> [What you have to do]
Look for "dead" in the records and copy every line that has it.

[The data — start]

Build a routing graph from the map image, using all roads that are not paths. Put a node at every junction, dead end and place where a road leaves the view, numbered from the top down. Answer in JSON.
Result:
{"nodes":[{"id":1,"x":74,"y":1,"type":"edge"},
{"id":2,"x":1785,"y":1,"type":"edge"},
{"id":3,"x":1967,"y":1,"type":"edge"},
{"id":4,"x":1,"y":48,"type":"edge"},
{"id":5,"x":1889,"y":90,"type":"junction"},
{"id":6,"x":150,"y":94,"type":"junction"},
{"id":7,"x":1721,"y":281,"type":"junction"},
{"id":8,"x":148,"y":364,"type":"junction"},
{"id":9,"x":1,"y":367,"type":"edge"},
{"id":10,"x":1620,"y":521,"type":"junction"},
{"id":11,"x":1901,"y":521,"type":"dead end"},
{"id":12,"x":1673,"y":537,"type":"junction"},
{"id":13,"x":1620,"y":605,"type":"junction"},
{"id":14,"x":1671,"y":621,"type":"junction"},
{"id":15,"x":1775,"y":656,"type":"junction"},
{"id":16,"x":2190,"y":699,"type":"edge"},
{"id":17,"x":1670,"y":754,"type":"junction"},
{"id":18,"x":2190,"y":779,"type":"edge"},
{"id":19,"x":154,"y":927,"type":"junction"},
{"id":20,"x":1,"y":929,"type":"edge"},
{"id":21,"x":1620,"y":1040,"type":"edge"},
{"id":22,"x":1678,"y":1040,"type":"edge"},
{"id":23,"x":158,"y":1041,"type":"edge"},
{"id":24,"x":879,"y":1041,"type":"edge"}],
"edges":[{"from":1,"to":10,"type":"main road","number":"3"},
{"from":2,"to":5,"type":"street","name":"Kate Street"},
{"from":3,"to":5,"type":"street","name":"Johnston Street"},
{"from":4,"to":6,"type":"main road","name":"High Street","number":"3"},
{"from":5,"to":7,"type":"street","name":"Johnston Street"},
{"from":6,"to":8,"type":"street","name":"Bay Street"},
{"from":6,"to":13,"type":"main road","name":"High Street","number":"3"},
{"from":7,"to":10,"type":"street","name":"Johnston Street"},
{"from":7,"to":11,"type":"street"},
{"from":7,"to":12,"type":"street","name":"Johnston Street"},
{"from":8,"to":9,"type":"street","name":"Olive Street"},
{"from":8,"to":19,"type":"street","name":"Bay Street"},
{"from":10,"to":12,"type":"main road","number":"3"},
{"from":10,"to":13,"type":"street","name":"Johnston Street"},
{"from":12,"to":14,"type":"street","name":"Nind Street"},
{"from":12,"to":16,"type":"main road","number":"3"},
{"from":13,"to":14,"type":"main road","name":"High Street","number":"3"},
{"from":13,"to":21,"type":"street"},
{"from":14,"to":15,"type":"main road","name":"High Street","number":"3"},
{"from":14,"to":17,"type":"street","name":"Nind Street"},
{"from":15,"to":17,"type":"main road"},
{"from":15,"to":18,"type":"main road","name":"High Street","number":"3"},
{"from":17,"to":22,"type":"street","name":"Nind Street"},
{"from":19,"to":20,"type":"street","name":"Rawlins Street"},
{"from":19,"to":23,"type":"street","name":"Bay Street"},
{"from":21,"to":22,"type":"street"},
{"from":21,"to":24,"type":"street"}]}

[The data — finish]

> [Reply to the task]
Build a routing graph from the map image, using all roads that are not paths. Put a node at every junction, dead end and place where a road leaves the view, numbered from the top down. Answer in JSON.
{"id":11,"x":1901,"y":521,"type":"dead end"},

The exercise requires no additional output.